Malignant pleural mesothelioma (MPM) is an aggressive solid cancer with dismal prognosis. Oncolytic virotherapy is a promising anticancer treatment that directly lyses tumor cells. Coxsackievirus A11 (CVA11) is an emerging oncolytic virus against solid cancers. Herein we tested whether CVA11 infection has an oncolytic activity in human MPM cell lines and identified its cognate receptor. We found that CVA11 infection shows a remarkable oncolytic activity in six of six human MPM cell lines. MPM cells having higher intercellular adhesion molecule-1 (ICAM-1) expression showed higher CVA11-induced cytotoxicity, and that identified ICAM-1 as its surface receptor because coinfection with neutralizing ICAM-1 antibody substantially abrogated CVA11-triggered cytotoxicity in MPM cells. In addition, we unraveled that the activations of both phosphoinositide 3-kinase/Akt and mitogen-activated protein (MAP)/extracellular signal-regulated (ERK) kinase (MEK) signaling pathways partially but significantly contributed to the CVA11-triggered cytotoxicity of CVA11 as evidenced by treating with respective inhibitors. Taken together, our findings show a novel oncolytic virotherapy using CVA11 could be an alternative therapeutic modality for human MPM.

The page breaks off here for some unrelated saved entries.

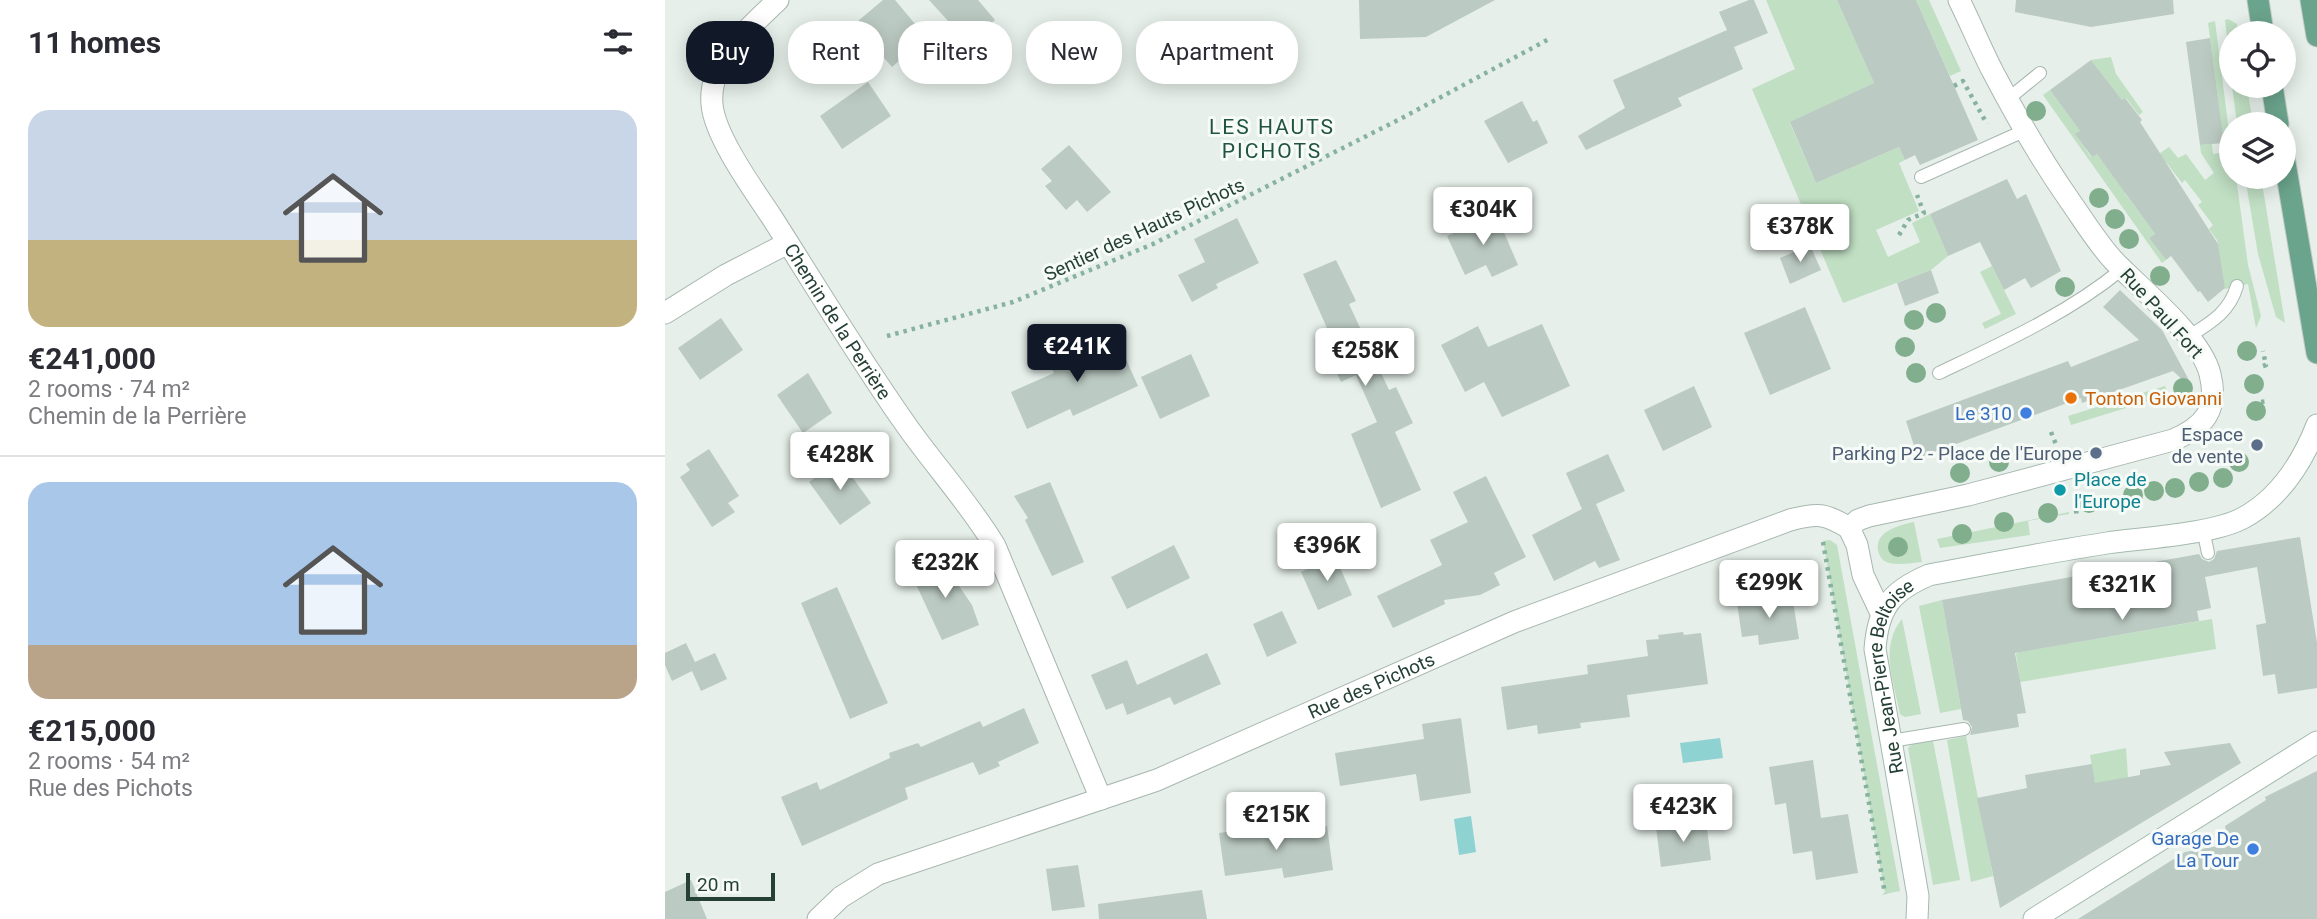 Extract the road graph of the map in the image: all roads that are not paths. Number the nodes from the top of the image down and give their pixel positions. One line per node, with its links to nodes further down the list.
1 (778, 0): 12 (street, Chemin de la Perrière)
2 (1959, 0): 8 (street, Rue Paul Fort)
3 (2258, 0): 5 (main road)
4 (2311, 0): 6 (main road)
5 (2261, 21)
6 (2317, 36)
7 (2040, 73): 8 (lane)
8 (2008, 99): 9 (street, Rue Paul Fort)
9 (2026, 130): 10 (lane); 13 (street, Rue Paul Fort)
10 (1920, 177)
11 (2289, 189): 17 (main road)
12 (787, 243): 15 (street); 27 (street, Chemin de la Perrière)
13 (2122, 269): 16 (street, Rue Paul Fort); 18 (lane)
14 (2237, 286): 16 (lane)
15 (665, 313)
16 (2188, 337): 20 (street, Rue Paul Fort)
17 (2317, 353)
18 (1939, 373)
19 (2317, 425): 21 (street, Rue Jean-Pierre Beltoise)
20 (1849, 528): 23 (street); 27 (street, Rue des Pichots)
21 (2203, 529): 22 (lane); 23 (street, Rue Jean-Pierre Beltoise)
22 (2208, 553)
23 (1881, 613): 25 (street, Rue Jean-Pierre Beltoise)
24 (1964, 729): 25 (lane)
25 (1891, 741): 29 (street, Rue Jean-Pierre Beltoise)
26 (2317, 742): 28 (street)
27 (1101, 799): 30 (street, Rue des Pichots)
28 (2069, 896): 33 (street); 34 (street)
29 (1918, 897): 31 (street, Rue Jean-Pierre Beltoise); 32 (street, Rue Jean-Pierre Beltoise)
30 (818, 919)
31 (1917, 919)
32 (1933, 919)
33 (2021, 919)
34 (2034, 919)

Citation Format: Koji Okamura, Hiroyuki Inoue, Yuki Ikematsu, Rie Furukawa, Keiichi Ota, Yasuto Yoneshima, Eiji Iwama, Kentaro Tanaka, Isamu Okamoto. Coxsackievirus A11 elicits a potent oncolytic activity in human malignant pleural mesothelioma via ICAM-1 receptor [abstract]. In: Proceedings of the American Association for Cancer Research Annual Meeting 2021; 2021 Apr 10-15 and May 17-21. Philadelphia (PA): AACR; Cancer Res 2021;81(13_Suppl):Abstract nr 1918.